ŞIRNAK’ta görev yapan Jandarma Astsubay Levent Çevik’in şehit edilmesinden birkaç saat sonra babası emekli işçi İbrahim Çevik’in de hayatına mal olan telefonun, şehit astsubayın görev yaptığı taburdan açıldığı belirlendi.
Telefonun nereden açıldığına ilişkin Jandarma Genel Komutanlığı’nın açtığı soruşturma sürerken, bilmeceyi şehidin kardeşi lise öğrencisi Can Çevik çözdü. Babası İbrahim Çevik’in kalp krizi geçirdiği saatlerde evde 4 kişi olduklarını belirten 18 yaşındaki lise öğrencisi oğlu Can Çevik, ağabeyinin şehit olduğu haberini vermek için evlerine hiçbir askeri yetkilinin gelmediğini söyledi.
CENAZE NEREYE GİDECEK
Can Çevik, o geceyi şöyle anlattı: "Gece telefon çaldı, kızkardeşim Ceren açtı, ’Şırnak’tan arıyorlar’ diyerek babama verdi. Babam kötü haberi almıştı. Cenazenin nereye defnedileceğini sormuşlar. Babam da, ’Sonra tekrar arayın’ dedi. İkinci telefona yine Ceren baktı. Cenaze yerini Tokat olarak bildirdik. Komutan olduğunu söyleyen kişi, kızkardeşime telefon numarasını vermiş. Lazım olursa buradan arayabilirsiniz demiş."
Türk Telekom kayıtlarına göre verilen telefon numarası ’Şırnak 5’inci Jandarma Tabur Komutanlığı’na ait görünüyor ve adres olarak da ’Beytüşşebap Elki Mahallesi’ yer alıyor.
’OĞLUM ÖLDÜ MÜ’ DİYEBİLDİ
İbrahim Çevik’in 16 yaşındaki lise öğrencisi kızı Ceren Çevik o gece yaşananları söyle anlattı:
"Saat 23.00 sıralarıydı. Babamı uyku tutmamıştı. Benden bir yastık daha istedi. Yine uyuyamayınca balkona geçti. Bir kaç dakika sonra telefon çaldı, ben baktım. ’Levent Çevik’in komutanıyız, İbrahim Çevik ile görüşmek istiyoruz’ dedi. Elim ayağım boşaldı, ne yapacağımı bilemedim. Babamı çağırdım.
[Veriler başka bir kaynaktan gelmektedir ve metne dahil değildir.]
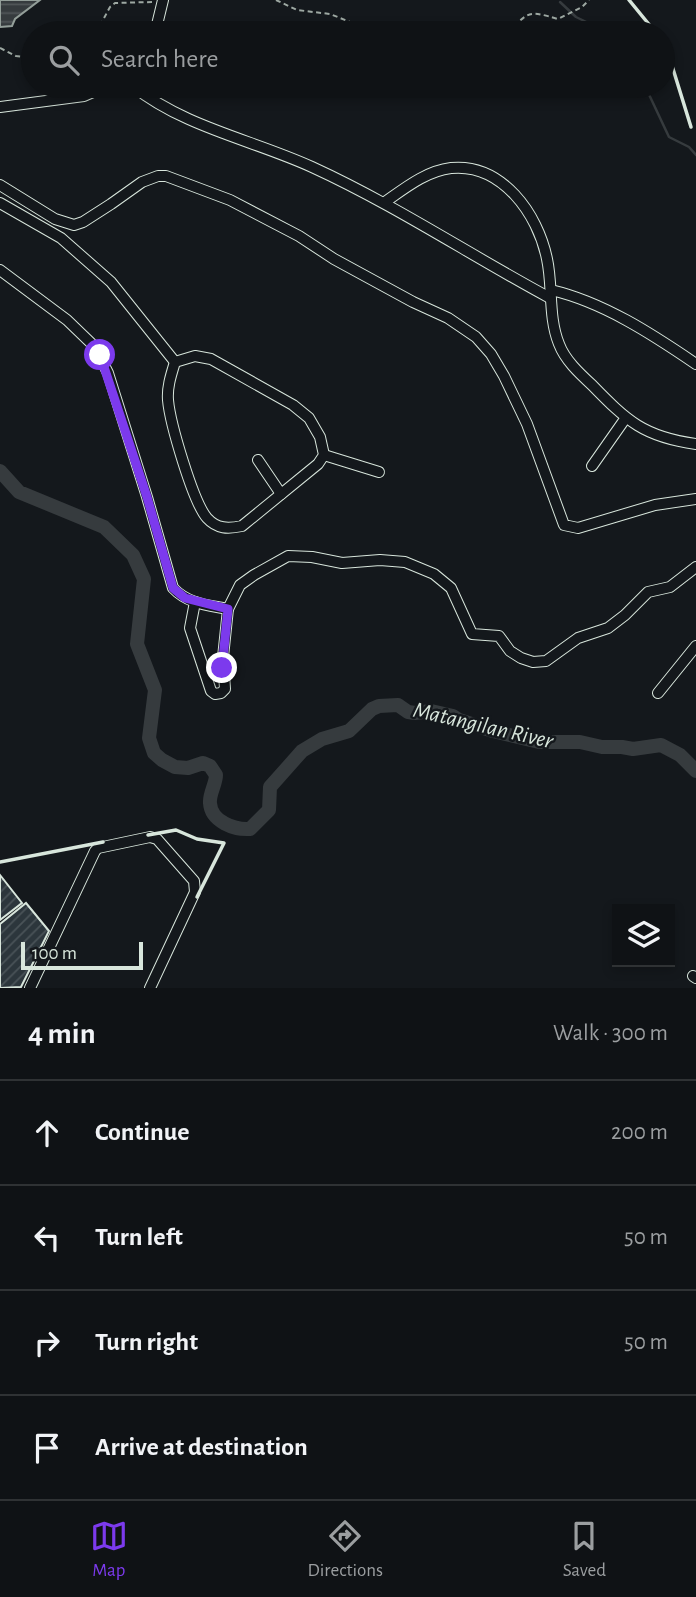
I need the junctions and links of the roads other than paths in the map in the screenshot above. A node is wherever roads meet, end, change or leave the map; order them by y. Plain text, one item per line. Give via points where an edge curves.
1 (163, 1) edge
2 (158, 21) edge
3 (69, 98) edge
4 (151, 98) edge
5 (0, 107) edge
6 (0, 185) edge
7 (385, 202) junction
8 (0, 203) edge
9 (0, 270) edge
10 (550, 294) junction
11 (174, 362) junction
12 (696, 364) edge
13 (625, 419) junction
14 (696, 444) edge
15 (324, 455) junction
16 (258, 460) dead end
17 (592, 466) dead end
18 (379, 472) dead end
19 (281, 494) junction
20 (696, 499) edge
21 (696, 567) edge
22 (195, 602) junction
23 (228, 609) junction
24 (696, 647) edge
25 (658, 693) dead end
26 (30, 988) edge
27 (150, 988) edge

1 - 2 street
3 - 5 street
4 - 7 street
6 - 20 street via 55,219 74,225 158,176 230,200 476,337 491,354 527,424 567,528
7 - 10 street
7 - 10 street via 439,171 485,172 515,195 529,215 547,259
8 - 11 street via 61,238 111,282
9 - 22 street via 68,320 95,347 173,588
10 - 12 street via 577,298 618,316
10 - 13 street via 558,342 565,356
11 - 15 street via 195,356 211,359 293,405 309,418
11 - 19 street via 168,400 173,424 198,506 208,519 219,527 242,526
13 - 14 street via 657,436
13 - 17 street
15 - 18 street
15 - 19 street
16 - 19 street
21 - 23 street via 670,587 648,592 608,628 578,638 540,662 516,655 499,636 472,634 451,588 434,574 405,562 342,563 288,556 240,585
22 - 23 street
22 - 23 street via 190,628 215,694 225,689 222,668
24 - 25 street
26 - 27 street via 95,851 150,837 157,839 194,881 195,892

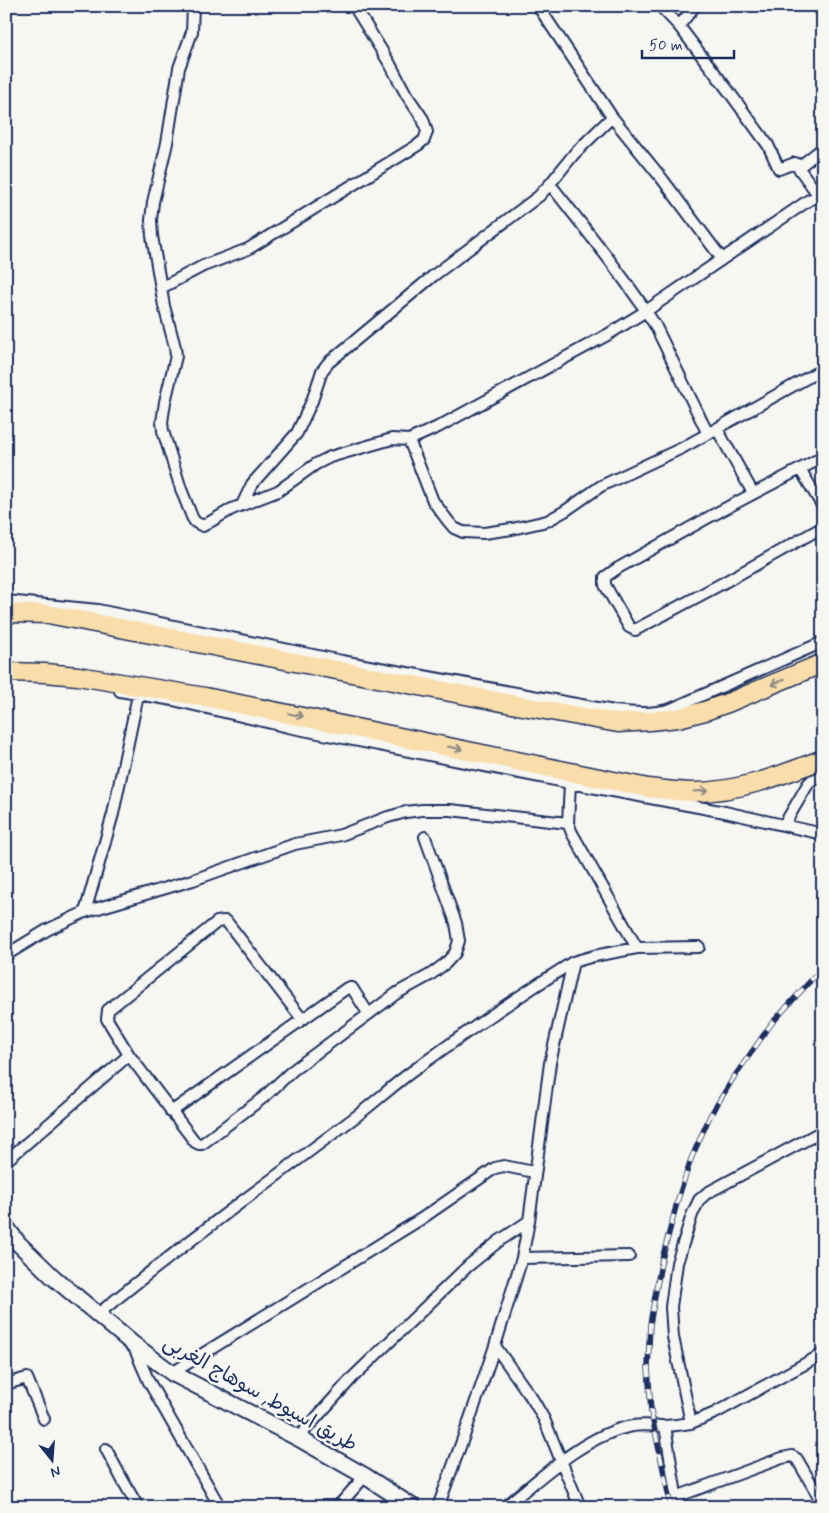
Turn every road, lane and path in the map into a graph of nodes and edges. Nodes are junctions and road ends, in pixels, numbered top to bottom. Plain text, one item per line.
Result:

Babam gelene kadar zaten yüzü sapsarı olmuştu, kötü haberi alacağını anlamıştı. Babamın sesi çıkmamaya başladı ve biz panikledik. ’Oğlum öldü mü?’ diyebildi. ’Cenazeyi nereye götürelim’ diye sormuş olmalı ki babam ’Daha sonra arayın’ diyerek telefonu kapattı.
NUMARA BIRAKTILAR Babamı oturma odasına götürdük, bu sırada telefon yeniden çaldı. Ben baktım. Tekrar cenazeyi nerede toprağa vermek istediğimizi sordular. Annem, ’Tokat’a gitsin’ dedi, yengem Tokat’a istiyormuş. Ben de bunu söylediğimde, bizi arayan komutan, ’Telefon numaramı vereyim, lazım olur’ dedi. Numarayı yazdım. "
VATANA KURBAN OLSUN
Cenaze töreninde eşinin tabutuna sarılıp, "Yiğidim, Levent’ime selam söyle" diye ağlayan Nezihe Çevik ise şunları söyledi: "Eşim telefonda sapsarı kesildi. ’Vah yavrum, vah yavrum, bildim yani öldüğünü’ diye koridorda dönüp durdu. Son sözleri, ’Levent bu muydu bize yapacağın’ oldu. Can, ambulans çağırdı ve kurtarılamadı. Bayrağımızın altında yaşıyoruz. Bir çocuğumu daha yetiştireceğim vatan için olursa, onu da vereceğim. Bu vatana kurban olsun. Ama haberi böyle telefonla verilmesin. O haberi bize veren elini vicdanına koysun. Böyle acı olmaz."
Çifte acı yaşadılar
ŞIRNAK’ın Beytüşşebap İlçesi’ndeki evinde PKK’lıların şehit ettiği Jandarma Başçavuş Levent Çevik’in ölüm haberini gece yarısı telefonda alan babası İbrahim Çevik fenalaşmış ve kaldırıldığı
Atatürk Devlet Hastanesi’nde yaşamını yitirmişti. Can ile Ceren Çevik baba ve ağabey acısı yaşarken, anneleri Nezihe Çevik ise evlat ve eş acısıyla yıkıldı.